Please join us for a UW Data Science Seminar on Tuesday, October 24th from 4:30 to 5:20 p.m. PST. The seminar will feature Ema Perkovic, UW Assistant Professor of Statistics.
This event will take place in the Physics/Astronomy Auditorium 102 (PAA A102) on the University of Washington campus.
“Identifying and estimating causal effects with incomplete causal information”

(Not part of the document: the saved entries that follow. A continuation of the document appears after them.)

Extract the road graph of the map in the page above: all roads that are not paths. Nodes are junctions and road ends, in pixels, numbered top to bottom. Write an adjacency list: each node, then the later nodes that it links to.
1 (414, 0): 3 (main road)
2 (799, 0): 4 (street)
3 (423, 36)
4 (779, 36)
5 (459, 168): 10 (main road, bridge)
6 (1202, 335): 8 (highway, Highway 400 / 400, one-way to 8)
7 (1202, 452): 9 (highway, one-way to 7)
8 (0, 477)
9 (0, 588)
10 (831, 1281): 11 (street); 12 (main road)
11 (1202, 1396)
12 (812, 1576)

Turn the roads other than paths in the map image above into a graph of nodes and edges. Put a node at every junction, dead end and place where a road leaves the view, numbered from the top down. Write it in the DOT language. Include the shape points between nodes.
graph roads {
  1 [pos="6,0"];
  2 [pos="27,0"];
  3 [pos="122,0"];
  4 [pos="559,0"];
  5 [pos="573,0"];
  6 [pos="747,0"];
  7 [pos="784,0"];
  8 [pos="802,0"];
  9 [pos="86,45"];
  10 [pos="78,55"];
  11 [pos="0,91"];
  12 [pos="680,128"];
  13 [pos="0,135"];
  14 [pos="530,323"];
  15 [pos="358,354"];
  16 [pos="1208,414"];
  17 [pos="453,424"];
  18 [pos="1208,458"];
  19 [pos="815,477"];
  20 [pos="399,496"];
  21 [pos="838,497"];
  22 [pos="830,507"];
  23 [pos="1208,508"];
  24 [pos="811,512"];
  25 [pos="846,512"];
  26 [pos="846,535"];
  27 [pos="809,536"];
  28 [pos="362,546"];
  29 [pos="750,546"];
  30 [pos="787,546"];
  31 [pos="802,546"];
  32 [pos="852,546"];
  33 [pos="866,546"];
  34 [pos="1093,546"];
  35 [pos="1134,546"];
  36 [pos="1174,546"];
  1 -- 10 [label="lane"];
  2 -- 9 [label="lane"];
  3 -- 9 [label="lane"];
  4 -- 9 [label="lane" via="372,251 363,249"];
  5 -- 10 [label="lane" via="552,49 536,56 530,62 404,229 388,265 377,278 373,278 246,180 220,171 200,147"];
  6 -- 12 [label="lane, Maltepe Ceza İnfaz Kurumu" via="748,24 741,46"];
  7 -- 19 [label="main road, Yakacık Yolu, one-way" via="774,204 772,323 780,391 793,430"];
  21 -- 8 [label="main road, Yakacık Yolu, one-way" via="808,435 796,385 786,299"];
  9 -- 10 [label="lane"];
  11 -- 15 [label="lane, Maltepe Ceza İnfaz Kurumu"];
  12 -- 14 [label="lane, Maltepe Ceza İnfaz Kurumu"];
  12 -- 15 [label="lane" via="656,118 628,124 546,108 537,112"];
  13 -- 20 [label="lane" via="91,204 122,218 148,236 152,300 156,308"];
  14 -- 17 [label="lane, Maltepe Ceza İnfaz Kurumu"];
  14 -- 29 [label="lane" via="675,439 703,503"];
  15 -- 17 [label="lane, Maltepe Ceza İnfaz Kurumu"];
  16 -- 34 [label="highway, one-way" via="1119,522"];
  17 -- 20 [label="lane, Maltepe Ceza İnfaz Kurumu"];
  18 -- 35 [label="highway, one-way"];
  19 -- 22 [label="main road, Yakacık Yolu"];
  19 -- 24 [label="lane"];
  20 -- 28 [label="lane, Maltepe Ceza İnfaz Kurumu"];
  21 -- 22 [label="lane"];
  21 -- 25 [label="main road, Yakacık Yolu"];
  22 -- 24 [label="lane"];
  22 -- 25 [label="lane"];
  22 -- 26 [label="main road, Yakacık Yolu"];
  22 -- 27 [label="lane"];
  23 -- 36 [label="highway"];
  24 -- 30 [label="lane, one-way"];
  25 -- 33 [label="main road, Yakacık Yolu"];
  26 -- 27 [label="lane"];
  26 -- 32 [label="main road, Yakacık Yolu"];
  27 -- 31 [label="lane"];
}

Abstract: Questions of cause and effect are ideally answered by intervening in a system through a randomized controlled experiment. However, these experiments can often be costly, time-consuming, unethical, or impossible to conduct. On the other hand, observational data and specific domain or background knowledge may still be available. In this talk, we consider how partial knowledge of causal relationships can be combined with observational data to assess a causal effect while providing efficient estimators in certain settings.Suppose the causal system can be represented by a directed acyclic graph (DAG) encoding causal relationships. This causal DAG is a priori unknown to us. Instead, we have access to a class of potential causal DAGs representing the same set of observed conditional independencies and background knowledge. We present a necessary and sufficient graphical criterion to uniquely identify a causal effect given such a class. When the causal effect cannot be uniquely identified given the class of possible graphical models, we consider the identification of a set of possible total causal effects and devise a minimal and complete approach to solving this problem. This result resolves an issue with existing methods, which often report possible total effects with duplicates, namely those numerically distinct due to sampling variability but causally identical. Next, for a causal effect that is identified from the partial knowledge of the causal relationships, we devise an estimator based on recursive least squares. Under the linearity of the causal system, this estimator consistently estimates the causal effect while achieving a minimal asymptotic variance among a broad class of established estimators. We conclude the presentation by discussing further research directions.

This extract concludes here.